§ **TASK GOAL**
From the records that follow, copy every line in which "Auckland" appears.

§ **LISTED RECORDS**
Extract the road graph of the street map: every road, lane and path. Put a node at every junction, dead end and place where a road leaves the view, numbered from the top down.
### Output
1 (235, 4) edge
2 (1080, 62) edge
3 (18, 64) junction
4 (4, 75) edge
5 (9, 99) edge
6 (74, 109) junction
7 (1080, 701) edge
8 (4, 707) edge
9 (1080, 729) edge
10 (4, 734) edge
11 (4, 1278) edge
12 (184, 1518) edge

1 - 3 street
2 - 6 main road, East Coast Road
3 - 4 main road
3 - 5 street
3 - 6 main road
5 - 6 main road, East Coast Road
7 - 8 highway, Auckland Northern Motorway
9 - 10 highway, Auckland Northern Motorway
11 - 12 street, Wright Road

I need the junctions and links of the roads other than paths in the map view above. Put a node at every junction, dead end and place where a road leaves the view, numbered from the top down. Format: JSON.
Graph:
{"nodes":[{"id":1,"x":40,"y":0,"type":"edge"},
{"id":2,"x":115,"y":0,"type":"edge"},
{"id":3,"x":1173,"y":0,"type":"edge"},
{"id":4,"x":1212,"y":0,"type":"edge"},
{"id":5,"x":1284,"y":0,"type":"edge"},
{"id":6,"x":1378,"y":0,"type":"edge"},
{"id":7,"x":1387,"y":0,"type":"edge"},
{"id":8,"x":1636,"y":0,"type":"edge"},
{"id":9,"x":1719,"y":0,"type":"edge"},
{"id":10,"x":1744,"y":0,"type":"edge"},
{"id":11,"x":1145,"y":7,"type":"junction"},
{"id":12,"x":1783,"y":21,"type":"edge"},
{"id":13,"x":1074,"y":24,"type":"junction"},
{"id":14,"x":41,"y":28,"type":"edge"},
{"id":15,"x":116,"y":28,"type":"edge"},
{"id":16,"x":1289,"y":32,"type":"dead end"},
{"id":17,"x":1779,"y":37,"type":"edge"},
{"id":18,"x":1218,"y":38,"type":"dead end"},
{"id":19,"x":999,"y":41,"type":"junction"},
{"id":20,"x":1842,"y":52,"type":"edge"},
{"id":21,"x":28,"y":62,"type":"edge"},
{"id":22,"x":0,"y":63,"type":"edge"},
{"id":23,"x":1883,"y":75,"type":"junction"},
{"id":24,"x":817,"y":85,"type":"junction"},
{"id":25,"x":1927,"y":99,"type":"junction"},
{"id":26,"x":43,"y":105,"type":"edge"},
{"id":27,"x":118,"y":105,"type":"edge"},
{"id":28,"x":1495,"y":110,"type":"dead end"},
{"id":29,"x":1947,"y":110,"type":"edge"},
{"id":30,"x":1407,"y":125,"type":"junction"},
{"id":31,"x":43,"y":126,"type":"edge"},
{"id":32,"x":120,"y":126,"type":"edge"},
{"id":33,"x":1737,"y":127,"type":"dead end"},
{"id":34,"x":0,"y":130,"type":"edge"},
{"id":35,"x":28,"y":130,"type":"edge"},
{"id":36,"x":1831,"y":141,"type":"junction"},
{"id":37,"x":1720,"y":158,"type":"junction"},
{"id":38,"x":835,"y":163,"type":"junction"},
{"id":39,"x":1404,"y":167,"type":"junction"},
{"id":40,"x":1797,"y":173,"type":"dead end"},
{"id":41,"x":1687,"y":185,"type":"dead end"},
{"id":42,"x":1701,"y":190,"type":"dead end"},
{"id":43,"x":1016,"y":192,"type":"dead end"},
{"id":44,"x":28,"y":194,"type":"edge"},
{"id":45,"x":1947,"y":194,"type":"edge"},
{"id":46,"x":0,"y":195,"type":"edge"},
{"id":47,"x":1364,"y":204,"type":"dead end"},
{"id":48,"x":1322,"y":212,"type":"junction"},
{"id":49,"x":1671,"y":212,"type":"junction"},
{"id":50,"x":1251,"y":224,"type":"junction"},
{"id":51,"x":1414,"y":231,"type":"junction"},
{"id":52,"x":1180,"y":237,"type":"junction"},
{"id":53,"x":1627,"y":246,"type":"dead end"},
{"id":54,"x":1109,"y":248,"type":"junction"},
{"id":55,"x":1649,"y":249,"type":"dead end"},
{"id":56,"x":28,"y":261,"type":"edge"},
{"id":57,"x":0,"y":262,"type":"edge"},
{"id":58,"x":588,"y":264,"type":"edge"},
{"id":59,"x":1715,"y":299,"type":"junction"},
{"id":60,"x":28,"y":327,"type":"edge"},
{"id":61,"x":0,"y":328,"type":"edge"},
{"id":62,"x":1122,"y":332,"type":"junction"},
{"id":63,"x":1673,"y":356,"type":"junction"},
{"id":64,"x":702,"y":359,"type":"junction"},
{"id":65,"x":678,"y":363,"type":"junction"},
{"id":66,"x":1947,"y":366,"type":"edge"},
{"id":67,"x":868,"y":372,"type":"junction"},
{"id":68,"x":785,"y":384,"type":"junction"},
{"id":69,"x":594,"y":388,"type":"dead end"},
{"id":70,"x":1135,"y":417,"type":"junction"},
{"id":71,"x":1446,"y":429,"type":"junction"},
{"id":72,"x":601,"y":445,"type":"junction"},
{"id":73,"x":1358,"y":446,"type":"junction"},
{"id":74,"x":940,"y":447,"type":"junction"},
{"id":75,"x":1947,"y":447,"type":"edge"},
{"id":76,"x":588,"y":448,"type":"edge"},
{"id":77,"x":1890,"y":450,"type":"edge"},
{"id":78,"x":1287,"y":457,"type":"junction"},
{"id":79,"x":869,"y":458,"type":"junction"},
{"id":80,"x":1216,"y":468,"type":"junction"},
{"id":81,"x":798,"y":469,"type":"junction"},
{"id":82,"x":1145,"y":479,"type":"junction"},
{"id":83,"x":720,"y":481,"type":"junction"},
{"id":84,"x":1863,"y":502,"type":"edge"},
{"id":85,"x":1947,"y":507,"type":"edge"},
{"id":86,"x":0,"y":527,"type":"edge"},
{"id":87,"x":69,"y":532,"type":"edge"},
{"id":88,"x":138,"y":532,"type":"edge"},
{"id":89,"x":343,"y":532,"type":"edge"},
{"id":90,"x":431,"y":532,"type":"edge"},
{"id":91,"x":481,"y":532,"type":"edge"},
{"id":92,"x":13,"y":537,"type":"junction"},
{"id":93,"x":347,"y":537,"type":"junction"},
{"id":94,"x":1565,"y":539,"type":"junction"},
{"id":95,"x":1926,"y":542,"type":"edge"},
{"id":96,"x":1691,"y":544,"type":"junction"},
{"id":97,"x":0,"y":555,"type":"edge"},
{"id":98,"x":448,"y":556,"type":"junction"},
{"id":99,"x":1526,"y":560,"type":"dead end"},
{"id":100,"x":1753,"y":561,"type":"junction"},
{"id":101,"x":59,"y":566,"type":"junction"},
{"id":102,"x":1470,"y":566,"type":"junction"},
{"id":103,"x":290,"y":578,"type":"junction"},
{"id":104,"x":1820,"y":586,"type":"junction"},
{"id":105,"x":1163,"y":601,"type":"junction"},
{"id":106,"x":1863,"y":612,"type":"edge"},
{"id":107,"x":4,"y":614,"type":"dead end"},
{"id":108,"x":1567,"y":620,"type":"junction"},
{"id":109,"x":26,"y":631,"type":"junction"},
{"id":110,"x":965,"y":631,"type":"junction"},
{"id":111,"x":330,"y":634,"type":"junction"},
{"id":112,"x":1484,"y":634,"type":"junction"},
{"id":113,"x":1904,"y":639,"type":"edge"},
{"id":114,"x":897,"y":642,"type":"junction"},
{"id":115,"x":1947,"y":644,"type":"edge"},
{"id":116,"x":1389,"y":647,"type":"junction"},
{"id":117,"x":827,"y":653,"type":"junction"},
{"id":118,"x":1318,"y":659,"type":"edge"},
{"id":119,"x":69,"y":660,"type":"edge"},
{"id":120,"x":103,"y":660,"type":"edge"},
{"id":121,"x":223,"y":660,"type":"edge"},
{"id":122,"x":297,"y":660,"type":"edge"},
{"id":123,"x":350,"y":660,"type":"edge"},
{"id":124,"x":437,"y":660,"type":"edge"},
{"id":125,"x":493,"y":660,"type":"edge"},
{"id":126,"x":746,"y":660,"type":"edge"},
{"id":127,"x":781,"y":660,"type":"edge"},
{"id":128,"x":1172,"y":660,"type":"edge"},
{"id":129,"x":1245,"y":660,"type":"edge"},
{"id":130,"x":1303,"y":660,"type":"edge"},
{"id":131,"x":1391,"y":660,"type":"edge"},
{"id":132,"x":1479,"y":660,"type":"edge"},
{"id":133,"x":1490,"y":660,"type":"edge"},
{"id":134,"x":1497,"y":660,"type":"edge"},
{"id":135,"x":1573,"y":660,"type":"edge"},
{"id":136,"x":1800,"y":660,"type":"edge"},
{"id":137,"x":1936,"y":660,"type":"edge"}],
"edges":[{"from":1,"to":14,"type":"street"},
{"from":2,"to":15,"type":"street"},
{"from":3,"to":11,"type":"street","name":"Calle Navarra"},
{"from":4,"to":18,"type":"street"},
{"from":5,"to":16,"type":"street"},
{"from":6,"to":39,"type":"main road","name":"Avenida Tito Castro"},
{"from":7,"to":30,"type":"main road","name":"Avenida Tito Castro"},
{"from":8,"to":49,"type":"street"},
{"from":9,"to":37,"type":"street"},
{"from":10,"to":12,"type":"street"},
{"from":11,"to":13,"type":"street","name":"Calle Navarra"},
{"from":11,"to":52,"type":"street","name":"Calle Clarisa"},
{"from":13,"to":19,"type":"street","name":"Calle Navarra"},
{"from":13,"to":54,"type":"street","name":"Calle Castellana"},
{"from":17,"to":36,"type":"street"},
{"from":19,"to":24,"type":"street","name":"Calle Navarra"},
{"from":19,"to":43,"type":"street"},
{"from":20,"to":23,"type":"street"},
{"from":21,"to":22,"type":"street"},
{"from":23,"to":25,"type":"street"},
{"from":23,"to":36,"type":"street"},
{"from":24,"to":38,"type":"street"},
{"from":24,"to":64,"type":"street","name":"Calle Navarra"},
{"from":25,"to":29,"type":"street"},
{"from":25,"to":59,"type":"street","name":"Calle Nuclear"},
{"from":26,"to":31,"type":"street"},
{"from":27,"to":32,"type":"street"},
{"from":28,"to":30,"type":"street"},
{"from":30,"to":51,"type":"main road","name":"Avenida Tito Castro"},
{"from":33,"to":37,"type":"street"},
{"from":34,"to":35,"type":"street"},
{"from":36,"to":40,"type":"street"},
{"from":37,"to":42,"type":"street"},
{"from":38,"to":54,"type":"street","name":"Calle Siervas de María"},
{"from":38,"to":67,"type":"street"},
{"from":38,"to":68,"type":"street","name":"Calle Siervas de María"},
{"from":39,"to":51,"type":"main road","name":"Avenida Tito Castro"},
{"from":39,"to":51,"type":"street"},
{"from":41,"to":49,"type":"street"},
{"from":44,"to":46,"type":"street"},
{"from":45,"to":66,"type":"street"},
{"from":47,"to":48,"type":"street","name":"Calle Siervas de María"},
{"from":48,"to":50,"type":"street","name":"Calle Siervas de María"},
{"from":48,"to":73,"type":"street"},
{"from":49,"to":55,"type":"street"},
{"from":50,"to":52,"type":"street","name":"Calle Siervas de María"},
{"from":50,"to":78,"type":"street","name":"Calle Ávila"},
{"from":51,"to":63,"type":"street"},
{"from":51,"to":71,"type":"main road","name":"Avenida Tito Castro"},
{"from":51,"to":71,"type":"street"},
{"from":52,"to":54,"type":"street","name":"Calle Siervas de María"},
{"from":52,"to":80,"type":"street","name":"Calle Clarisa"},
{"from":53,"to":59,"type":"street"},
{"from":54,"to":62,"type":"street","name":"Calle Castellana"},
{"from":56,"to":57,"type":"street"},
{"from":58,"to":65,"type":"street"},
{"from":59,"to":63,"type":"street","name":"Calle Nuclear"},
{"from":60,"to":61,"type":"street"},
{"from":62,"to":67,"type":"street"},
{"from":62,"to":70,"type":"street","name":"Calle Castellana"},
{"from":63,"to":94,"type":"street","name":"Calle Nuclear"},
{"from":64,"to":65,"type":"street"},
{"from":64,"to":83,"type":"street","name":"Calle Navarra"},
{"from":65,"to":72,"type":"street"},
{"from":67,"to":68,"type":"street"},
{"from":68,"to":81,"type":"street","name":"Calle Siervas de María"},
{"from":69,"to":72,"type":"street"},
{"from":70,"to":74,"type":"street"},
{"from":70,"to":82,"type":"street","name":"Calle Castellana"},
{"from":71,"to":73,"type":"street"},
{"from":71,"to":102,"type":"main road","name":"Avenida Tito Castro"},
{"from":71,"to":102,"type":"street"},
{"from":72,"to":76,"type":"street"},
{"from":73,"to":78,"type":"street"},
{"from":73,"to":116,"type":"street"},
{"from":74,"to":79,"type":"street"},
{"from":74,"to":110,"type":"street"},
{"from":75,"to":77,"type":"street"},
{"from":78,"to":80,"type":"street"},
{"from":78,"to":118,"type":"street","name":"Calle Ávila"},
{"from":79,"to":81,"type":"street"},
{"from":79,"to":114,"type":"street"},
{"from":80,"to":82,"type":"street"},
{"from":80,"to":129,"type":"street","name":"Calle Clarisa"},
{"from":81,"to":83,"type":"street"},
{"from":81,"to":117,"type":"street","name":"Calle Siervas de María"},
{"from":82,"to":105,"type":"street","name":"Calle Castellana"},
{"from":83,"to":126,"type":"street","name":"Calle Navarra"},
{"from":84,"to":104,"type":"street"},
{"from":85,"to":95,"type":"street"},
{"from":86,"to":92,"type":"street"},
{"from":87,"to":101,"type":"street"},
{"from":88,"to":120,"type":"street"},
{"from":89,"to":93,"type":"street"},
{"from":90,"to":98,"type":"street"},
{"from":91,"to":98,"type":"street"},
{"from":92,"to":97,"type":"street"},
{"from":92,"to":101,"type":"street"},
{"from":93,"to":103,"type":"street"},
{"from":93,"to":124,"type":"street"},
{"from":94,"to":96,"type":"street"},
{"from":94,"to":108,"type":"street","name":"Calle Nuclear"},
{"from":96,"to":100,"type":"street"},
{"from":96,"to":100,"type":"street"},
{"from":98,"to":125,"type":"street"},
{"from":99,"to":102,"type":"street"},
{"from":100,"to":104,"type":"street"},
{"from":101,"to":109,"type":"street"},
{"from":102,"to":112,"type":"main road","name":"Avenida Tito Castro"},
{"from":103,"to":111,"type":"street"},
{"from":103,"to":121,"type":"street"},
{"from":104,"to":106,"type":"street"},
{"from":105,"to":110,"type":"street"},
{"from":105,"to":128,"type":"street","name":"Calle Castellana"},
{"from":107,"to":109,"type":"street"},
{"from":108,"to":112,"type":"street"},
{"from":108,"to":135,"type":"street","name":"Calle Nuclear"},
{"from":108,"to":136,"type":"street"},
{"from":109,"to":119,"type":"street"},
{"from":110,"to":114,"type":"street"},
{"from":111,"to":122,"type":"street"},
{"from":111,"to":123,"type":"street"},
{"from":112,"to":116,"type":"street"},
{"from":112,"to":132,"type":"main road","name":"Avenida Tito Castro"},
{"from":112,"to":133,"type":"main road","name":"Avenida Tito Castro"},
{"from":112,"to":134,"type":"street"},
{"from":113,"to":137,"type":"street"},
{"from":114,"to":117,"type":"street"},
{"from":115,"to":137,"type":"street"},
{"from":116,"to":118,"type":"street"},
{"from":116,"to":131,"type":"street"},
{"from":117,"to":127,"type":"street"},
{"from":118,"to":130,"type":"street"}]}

§ **SOLUTION FOR THIS TASK**
7 - 8 highway, Auckland Northern Motorway
9 - 10 highway, Auckland Northern Motorway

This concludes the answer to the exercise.